▸ **Work required**
How many lines within the records include the word "sizing"? Only that number should be given.
#### Exercise data
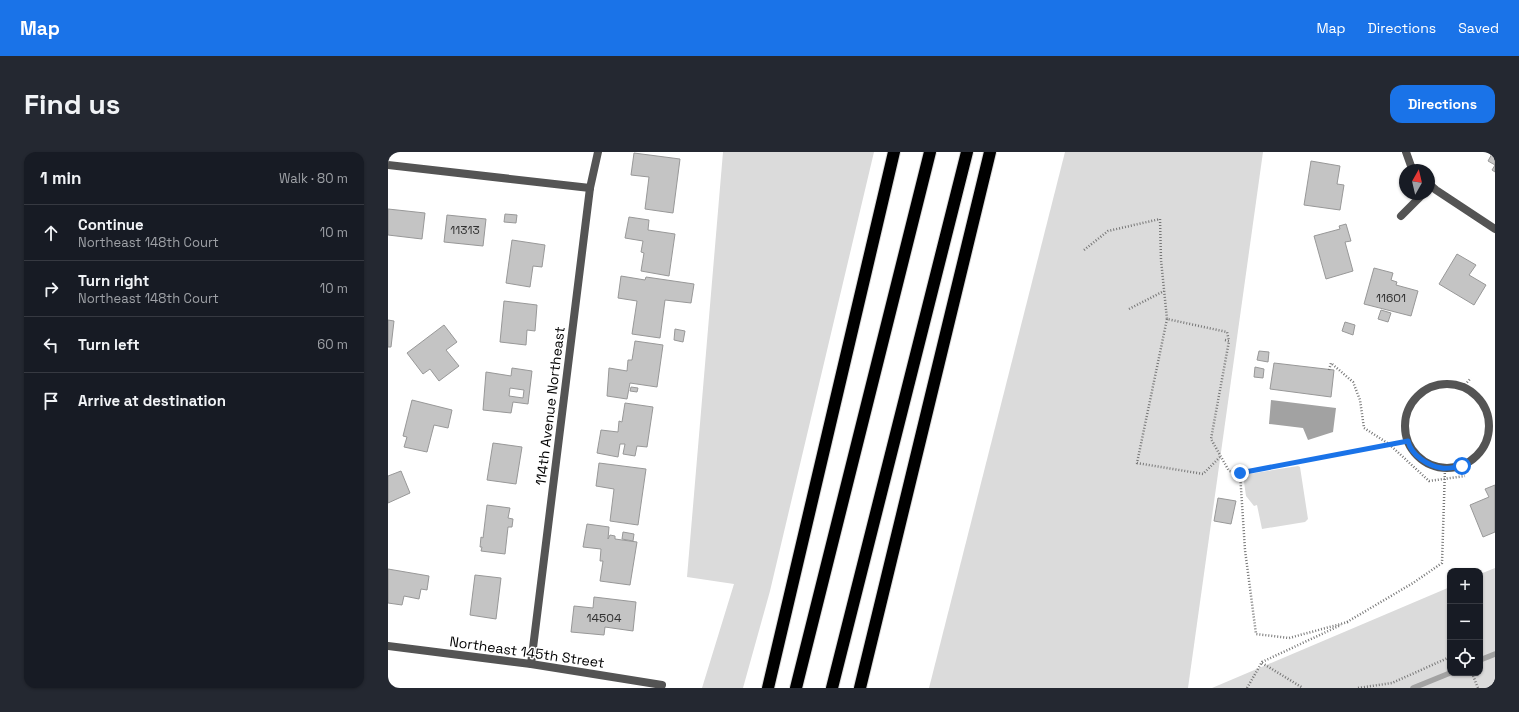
<!DOCTYPE html>
<meta charset="utf-8">
<style>
:root{--surface:#171b24;--page:#242831;--text:#f1f3f6;--muted:#9ea1a6;--line:#363941;--accent:#1a73e8}
body{margin:0;font-family:"Space Grotesk",sans-serif;background:var(--page);color:var(--text)}
.controls{position:absolute;right:12px;bottom:12px;display:grid;overflow:hidden;border-radius:8px;box-shadow:0 1px 3px #0004}
.controls button{width:36px;height:36px;display:grid;place-items:center;padding:0;border:0;border-bottom:1px solid var(--line);background:var(--surface);color:var(--text);font:20px sans-serif}
.compass{position:absolute;left:1011px;top:12px;width:36px;height:36px;border-radius:50%;background:var(--surface);box-shadow:0 1px 3px #0004;rotate:8deg}
.stop{position:absolute;width:12px;height:12px;margin:-9px;border:3px solid #1a73e8;border-radius:50%;background:#fff}
.stop.end{background:#1a73e8;border-color:#fff;box-shadow:0 1px 4px #0008}
.list{margin:0;padding:0;list-style:none}
h2{display:flex;justify-content:space-between;align-items:center;height:52px;margin:0;padding:0 16px;font-size:17px}
h2 small{font-size:13px;font-weight:400;color:var(--muted)}
.list li{display:grid;grid-template-columns:26px 1fr auto;gap:12px;align-items:center;box-sizing:border-box;height:56px;padding:0 16px;border-top:1px solid var(--line)}
.list b{display:block;font-size:15px;white-space:nowrap}
.list p{margin:0;font-size:13px;white-space:nowrap;color:var(--muted)}
.list em{font-size:13px;font-style:normal;color:var(--muted)}
.icon{flex:none;width:22px;height:22px;fill:none;stroke:currentColor;stroke-width:2;stroke-linecap:round;stroke-linejoin:round}
.map{position:relative;flex:none;width:1107px;height:536px;overflow:hidden;border-radius:12px}
header{display:flex;align-items:center;gap:24px;box-sizing:border-box;height:56px;padding:0 20px;background:var(--accent);color:#fff}
header strong{font-size:19px}
nav{display:flex;gap:22px;margin-inline-start:auto;font-size:14px}
.intro{display:flex;align-items:center;justify-content:space-between;box-sizing:border-box;height:96px;padding:0 24px}
h1{margin:0;font-size:28px}
.button{padding:10px 18px;border-radius:12px;background:var(--accent);color:#fff;font-size:14px;font-weight:700}
main{display:flex;gap:24px;padding:0 24px}
aside{flex:1;background:var(--surface);border-radius:12px;box-shadow:0 1px 3px #0004}
.map>svg:first-child{display:block}
</style>
<header>
<strong>Map</strong>
<nav><a>Map</a><a>Directions</a><a>Saved</a></nav>
</header>
<div class="intro"><h1>Find us</h1><a class="button">Directions</a></div>
<main>
<aside>
<h2>1 min<small>Walk · 80 m</small></h2>
<ul class="list">
<li><svg class="icon" aria-label="ahead" viewBox="0 0 24 24"><path d="M12 20V5M6 11l6-6 6 6"/></svg><div><b>Continue</b><p>Northeast 148th Court</p></div><em>10 m</em></li>
<li><svg class="icon" aria-label="right" viewBox="0 0 24 24"><path d="M7 20v-9h11M14 6l5 5-5 5"/></svg><div><b>Turn right</b><p>Northeast 148th Court</p></div><em>10 m</em></li>
<li><svg class="icon" aria-label="left" viewBox="0 0 24 24"><path d="M17 20v-9H6M10 6l-5 5 5 5"/></svg><div><b>Turn left</b></div><em>60 m</em></li>
<li><svg class="icon" aria-label="arrive" viewBox="0 0 24 24"><path d="M6 21V4h12l-3 4 3 4H6"/></svg><div><b>Arrive at destination</b></div></li>
</ul>
</aside>
<div class="map">
<svg width="1107" height="536" viewBox="0 0 1107 536">
<rect width="100%" height="100%" fill="#fff"/>
<g fill="#dbdbdb">
<path d="M335,0H486L382,439L355,536H314L346,432L299,425Z"/>
<path d="M677,0H875L800,536H541Z"/>
<path d="M910,314L912,315L920,367L917,370L874,377L869,353L866,354L858,344L855,323Z"/>
<path d="M1107,416V536H824L1062,435V521H1092V422Z"/>
</g>
<path fill="#a2a2a2" d="M883,248L948,256L945,280L920,288L915,276L881,272Z"/>
<g fill="none" stroke-linecap="round" stroke-linejoin="round">
<g stroke="#a2a2a2" stroke-width="5.5">
<path d="M1092,508L1107,502"/>
<path d="M1025,536L1062,521"/>
</g>
</g>
<g fill="#c4c4c4" stroke="#989898" fill-rule="evenodd">
<path d="M1105,0H1107V20L1104,18L1107,13L1100,9Z"/>
<path d="M246,1L292,7L285,61L257,57L261,25L243,23Z"/>
<path d="M923,9L952,14L949,32L956,33L952,58L916,53Z"/>
<path d="M0,57L37,61L34,87L0,83Z"/>
<path d="M117,62L129,63L128,71L116,70Z"/>
<path d="M59,63L98,67L95,94L56,90Z"/>
<path d="M241,65L261,68L260,78L287,82L281,124L253,119L256,101L253,100L255,89L237,86Z"/>
<path d="M958,72L963,89L957,90L965,119L938,127L926,84L952,77L951,74Z"/>
<path d="M124,88L157,93L154,115L145,114L142,135L118,131Z"/>
<path d="M1069,102L1088,113L1081,123L1098,133L1086,153L1051,132Z"/>
<path d="M986,116L1005,121L1003,128L1009,130L1008,133L1030,139L1023,164L976,152Z"/>
<path d="M233,124L257,128L258,125L306,132L303,151L277,148L272,186L244,182L249,149L230,146Z"/>
<path d="M116,149L149,153L147,179L139,178L138,193L112,190Z"/>
<path d="M993,158L1003,161L1000,170L990,167Z"/>
<path d="M0,168L6,169L3,195H0Z"/>
<path d="M957,170L967,173L965,183L954,179Z"/>
<path d="M56,173L69,190L58,198L71,214L51,229L42,217L35,222L19,201Z"/>
<path d="M287,177L297,179L295,190L286,188Z"/>
<path d="M247,189L275,193L269,235L242,231L239,247L219,244L221,216L239,219L240,208H244Z"/>
<path d="M871,199L881,200L880,210L869,208Z"/>
<path d="M886,211L946,218L943,245L882,237Z"/>
<path d="M867,215L876,217L875,226L866,225Z"/>
<path d="M124,216L144,219L140,252L125,250L123,261L95,258L98,220L123,224ZM122,236L136,238L135,246L121,244Z"/>
<path d="M243,235L250,236L249,240L242,239Z"/>
<path d="M24,248L64,258L60,276L46,273L39,300L16,295L19,285L15,284Z"/>
<path d="M237,251L265,255L259,295L249,294L247,304L235,302L237,292H232L230,305L209,301L213,278L230,280L231,269L234,270Z"/>
<path d="M105,291L134,295L128,332L99,328Z"/>
<path d="M211,311L258,317L250,373L222,369L226,337L208,334Z"/>
<path d="M13,319L22,341L0,351V324Z"/>
<path d="M1107,333V380L1095,385L1082,353L1101,345L1097,337Z"/>
<path d="M830,346L848,349L843,372L826,369Z"/>
<path d="M99,353L122,356L120,366L125,367L124,375H120L117,402L93,399L94,395H92L93,385L95,386Z"/>
<path d="M199,372L221,375L220,387L222,383L227,384V387L249,390L242,433L212,429L215,409H212L213,397L195,395Z"/>
<path d="M235,380L246,382L245,389L234,387Z"/>
<path d="M0,417L41,424L39,438L33,437L31,447L16,444L14,453L0,451Z"/>
<path d="M87,423L113,426L108,467L82,463Z"/>
<path d="M206,445L248,450L245,479L217,475L216,483L183,480L186,454L205,456Z"/>
</g>
<g fill="none" stroke-linecap="round" stroke-linejoin="round">
<g stroke="#dbdbdb" stroke-width="14">
<g id="motorway">
<path d="M380,536L506,0"/>
<path d="M408,536L542,0"/>
<path d="M444,536L579,0"/>
<path d="M472,536L602,0"/>
</g>
</g>
<g stroke="#767676" stroke-width="2.5" stroke-dasharray="1 2" stroke-linecap="butt">
<path d="M696,98L720,79L772,67L773,108L779,167L839,180L841,189"/>
<path d="M741,157L776,139"/>
<path d="M779,167L749,311L815,322L833,304"/>
<path d="M837,188L841,189L823,287L841,319L852,321"/>
<path d="M941,218L943,211L965,230L972,248L976,276L1001,292L1041,329L1077,324"/>
<path d="M1075,235L1083,226"/>
<path d="M959,470L1025,431L1054,411L1057,316"/>
<path d="M960,470L901,486L868,482L857,398L852,321L1020,289"/>
<path d="M874,511L915,536"/>
<path d="M1084,521L1090,536"/>
<path d="M859,536L874,510L953,473"/>
<path d="M970,536L1004,531L1062,505"/>
</g>
<g stroke="#545454" stroke-width="8">
<path d="M1018,0L1023,14L1027,18"/>
<path d="M0,13L202,36"/>
<path d="M1041,32L1048,38L1107,77"/>
<path d="M1013,64L1035,42"/>
<circle cx="1059" cy="274" r="42"/>
<path d="M0,494L143,512L274,533"/>
<path d="M143,512L202,36L210,0"/>
</g>
<use href="#motorway" stroke="#000" stroke-width="12"/>
</g>
<g fill="none" stroke-linecap="round" stroke-linejoin="round">
<path stroke="#1a73e8" stroke-width="5" d="M852,321L1020,289C1023,303 1040,314 1054,316C1060,317 1068,315 1074,314"/>
</g>
<g text-anchor="middle" stroke-width="3" stroke-linejoin="round" paint-order="stroke">
<g font-size="12" fill="#313131">
<text x="77" y="82">11313</text>
<text x="1003" y="150">11601</text>
<text x="216" y="470">14504</text>
</g>
<g font-size="14" fill="#000" stroke="#fff">
<text transform="translate(162 254) rotate(-83)" y="5">114th Avenue Northeast</text>
<text transform="translate(139 500) rotate(8)" y="5">Northeast 145th Street</text>
</g>
</g>
</svg>
<div class="controls">
<button>+</button>
<button>−</button>
<button><svg class="icon" aria-label="locate" viewBox="0 0 24 24"><circle cx="12" cy="12" r="6"/><path d="M12 2v4M12 18v4M2 12h4M18 12h4"/></svg></button>
</div>
<svg class="compass" viewBox="-18 -18 36 36"><path d="M0-13l5 13h-10z" fill="#e53935"/><path d="M0 13l5-13h-10z" fill="#9ea1a6"/></svg>
<div class="stop" style="left:1074px;top:314px"></div>
<div class="stop end" style="left:852px;top:321px"></div>
</div>
</main>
########
▸ **Solution for this exercise**
3